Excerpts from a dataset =
○ ○ ○ ○
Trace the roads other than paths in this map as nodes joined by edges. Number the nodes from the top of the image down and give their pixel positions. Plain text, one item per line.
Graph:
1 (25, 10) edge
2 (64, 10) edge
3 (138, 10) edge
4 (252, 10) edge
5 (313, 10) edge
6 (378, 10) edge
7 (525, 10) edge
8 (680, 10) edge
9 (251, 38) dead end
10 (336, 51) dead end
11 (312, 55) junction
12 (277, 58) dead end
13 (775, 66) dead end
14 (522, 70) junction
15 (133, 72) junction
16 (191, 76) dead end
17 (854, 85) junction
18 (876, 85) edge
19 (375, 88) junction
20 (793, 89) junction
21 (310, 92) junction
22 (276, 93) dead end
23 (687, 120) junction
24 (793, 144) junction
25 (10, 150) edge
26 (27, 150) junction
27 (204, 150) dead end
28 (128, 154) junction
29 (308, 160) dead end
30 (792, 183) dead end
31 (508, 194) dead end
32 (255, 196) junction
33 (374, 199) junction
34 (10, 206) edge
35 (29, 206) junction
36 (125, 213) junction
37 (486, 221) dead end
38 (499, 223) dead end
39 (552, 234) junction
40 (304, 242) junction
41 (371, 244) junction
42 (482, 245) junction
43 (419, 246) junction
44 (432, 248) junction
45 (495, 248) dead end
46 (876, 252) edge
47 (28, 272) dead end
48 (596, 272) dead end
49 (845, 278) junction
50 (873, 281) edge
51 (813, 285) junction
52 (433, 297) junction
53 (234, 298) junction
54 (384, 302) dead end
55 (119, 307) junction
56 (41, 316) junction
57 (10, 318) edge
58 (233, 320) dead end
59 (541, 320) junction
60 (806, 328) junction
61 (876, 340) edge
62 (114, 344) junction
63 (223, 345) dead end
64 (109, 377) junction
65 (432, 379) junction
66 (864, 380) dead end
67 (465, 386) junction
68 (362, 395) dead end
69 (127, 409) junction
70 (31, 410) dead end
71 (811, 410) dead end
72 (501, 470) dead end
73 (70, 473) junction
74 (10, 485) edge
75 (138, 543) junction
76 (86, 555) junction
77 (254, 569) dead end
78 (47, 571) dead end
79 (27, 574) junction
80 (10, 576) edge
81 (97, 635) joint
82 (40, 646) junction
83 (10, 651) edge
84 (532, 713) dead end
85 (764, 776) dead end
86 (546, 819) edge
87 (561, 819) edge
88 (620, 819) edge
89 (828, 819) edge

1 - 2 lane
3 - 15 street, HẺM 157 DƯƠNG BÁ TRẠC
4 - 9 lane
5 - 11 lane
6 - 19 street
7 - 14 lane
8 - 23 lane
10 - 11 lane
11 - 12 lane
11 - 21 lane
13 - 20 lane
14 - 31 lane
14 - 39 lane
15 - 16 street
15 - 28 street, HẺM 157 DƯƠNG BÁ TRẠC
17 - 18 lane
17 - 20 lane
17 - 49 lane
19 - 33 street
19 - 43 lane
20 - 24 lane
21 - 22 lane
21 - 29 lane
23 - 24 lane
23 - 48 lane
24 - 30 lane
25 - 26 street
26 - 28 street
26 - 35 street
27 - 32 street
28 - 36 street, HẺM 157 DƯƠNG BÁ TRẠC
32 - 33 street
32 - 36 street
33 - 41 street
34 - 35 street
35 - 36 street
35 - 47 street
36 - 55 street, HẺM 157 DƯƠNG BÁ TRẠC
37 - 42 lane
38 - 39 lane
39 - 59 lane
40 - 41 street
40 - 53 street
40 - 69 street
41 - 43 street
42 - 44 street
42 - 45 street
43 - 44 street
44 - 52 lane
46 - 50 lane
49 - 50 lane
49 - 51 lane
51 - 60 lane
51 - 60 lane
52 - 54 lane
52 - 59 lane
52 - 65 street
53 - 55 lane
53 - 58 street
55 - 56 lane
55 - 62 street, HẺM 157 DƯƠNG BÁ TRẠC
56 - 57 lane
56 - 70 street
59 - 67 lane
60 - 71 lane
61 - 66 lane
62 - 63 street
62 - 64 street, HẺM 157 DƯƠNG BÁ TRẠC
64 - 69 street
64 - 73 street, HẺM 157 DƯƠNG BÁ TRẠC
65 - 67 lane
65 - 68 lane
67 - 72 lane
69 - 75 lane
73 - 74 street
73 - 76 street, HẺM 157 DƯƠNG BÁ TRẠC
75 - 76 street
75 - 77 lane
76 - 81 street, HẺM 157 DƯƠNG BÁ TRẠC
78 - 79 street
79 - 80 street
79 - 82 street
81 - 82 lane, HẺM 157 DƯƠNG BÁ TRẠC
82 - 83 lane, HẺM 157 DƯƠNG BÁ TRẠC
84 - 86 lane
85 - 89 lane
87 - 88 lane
○ ○ ○ ○
REQUIRED WORK = Give back all the data exactly as it was written.

EXERCISE OUTPUT =
Trace the roads other than paths in this map as nodes joined by edges. Number the nodes from the top of the image down and give their pixel positions. Plain text, one item per line.
Graph:
1 (25, 10) edge
2 (64, 10) edge
3 (138, 10) edge
4 (252, 10) edge
5 (313, 10) edge
6 (378, 10) edge
7 (525, 10) edge
8 (680, 10) edge
9 (251, 38) dead end
10 (336, 51) dead end
11 (312, 55) junction
12 (277, 58) dead end
13 (775, 66) dead end
14 (522, 70) junction
15 (133, 72) junction
16 (191, 76) dead end
17 (854, 85) junction
18 (876, 85) edge
19 (375, 88) junction
20 (793, 89) junction
21 (310, 92) junction
22 (276, 93) dead end
23 (687, 120) junction
24 (793, 144) junction
25 (10, 150) edge
26 (27, 150) junction
27 (204, 150) dead end
28 (128, 154) junction
29 (308, 160) dead end
30 (792, 183) dead end
31 (508, 194) dead end
32 (255, 196) junction
33 (374, 199) junction
34 (10, 206) edge
35 (29, 206) junction
36 (125, 213) junction
37 (486, 221) dead end
38 (499, 223) dead end
39 (552, 234) junction
40 (304, 242) junction
41 (371, 244) junction
42 (482, 245) junction
43 (419, 246) junction
44 (432, 248) junction
45 (495, 248) dead end
46 (876, 252) edge
47 (28, 272) dead end
48 (596, 272) dead end
49 (845, 278) junction
50 (873, 281) edge
51 (813, 285) junction
52 (433, 297) junction
53 (234, 298) junction
54 (384, 302) dead end
55 (119, 307) junction
56 (41, 316) junction
57 (10, 318) edge
58 (233, 320) dead end
59 (541, 320) junction
60 (806, 328) junction
61 (876, 340) edge
62 (114, 344) junction
63 (223, 345) dead end
64 (109, 377) junction
65 (432, 379) junction
66 (864, 380) dead end
67 (465, 386) junction
68 (362, 395) dead end
69 (127, 409) junction
70 (31, 410) dead end
71 (811, 410) dead end
72 (501, 470) dead end
73 (70, 473) junction
74 (10, 485) edge
75 (138, 543) junction
76 (86, 555) junction
77 (254, 569) dead end
78 (47, 571) dead end
79 (27, 574) junction
80 (10, 576) edge
81 (97, 635) joint
82 (40, 646) junction
83 (10, 651) edge
84 (532, 713) dead end
85 (764, 776) dead end
86 (546, 819) edge
87 (561, 819) edge
88 (620, 819) edge
89 (828, 819) edge

1 - 2 lane
3 - 15 street, HẺM 157 DƯƠNG BÁ TRẠC
4 - 9 lane
5 - 11 lane
6 - 19 street
7 - 14 lane
8 - 23 lane
10 - 11 lane
11 - 12 lane
11 - 21 lane
13 - 20 lane
14 - 31 lane
14 - 39 lane
15 - 16 street
15 - 28 street, HẺM 157 DƯƠNG BÁ TRẠC
17 - 18 lane
17 - 20 lane
17 - 49 lane
19 - 33 street
19 - 43 lane
20 - 24 lane
21 - 22 lane
21 - 29 lane
23 - 24 lane
23 - 48 lane
24 - 30 lane
25 - 26 street
26 - 28 street
26 - 35 street
27 - 32 street
28 - 36 street, HẺM 157 DƯƠNG BÁ TRẠC
32 - 33 street
32 - 36 street
33 - 41 street
34 - 35 street
35 - 36 street
35 - 47 street
36 - 55 street, HẺM 157 DƯƠNG BÁ TRẠC
37 - 42 lane
38 - 39 lane
39 - 59 lane
40 - 41 street
40 - 53 street
40 - 69 street
41 - 43 street
42 - 44 street
42 - 45 street
43 - 44 street
44 - 52 lane
46 - 50 lane
49 - 50 lane
49 - 51 lane
51 - 60 lane
51 - 60 lane
52 - 54 lane
52 - 59 lane
52 - 65 street
53 - 55 lane
53 - 58 street
55 - 56 lane
55 - 62 street, HẺM 157 DƯƠNG BÁ TRẠC
56 - 57 lane
56 - 70 street
59 - 67 lane
60 - 71 lane
61 - 66 lane
62 - 63 street
62 - 64 street, HẺM 157 DƯƠNG BÁ TRẠC
64 - 69 street
64 - 73 street, HẺM 157 DƯƠNG BÁ TRẠC
65 - 67 lane
65 - 68 lane
67 - 72 lane
69 - 75 lane
73 - 74 street
73 - 76 street, HẺM 157 DƯƠNG BÁ TRẠC
75 - 76 street
75 - 77 lane
76 - 81 street, HẺM 157 DƯƠNG BÁ TRẠC
78 - 79 street
79 - 80 street
79 - 82 street
81 - 82 lane, HẺM 157 DƯƠNG BÁ TRẠC
82 - 83 lane, HẺM 157 DƯƠNG BÁ TRẠC
84 - 86 lane
85 - 89 lane
87 - 88 lane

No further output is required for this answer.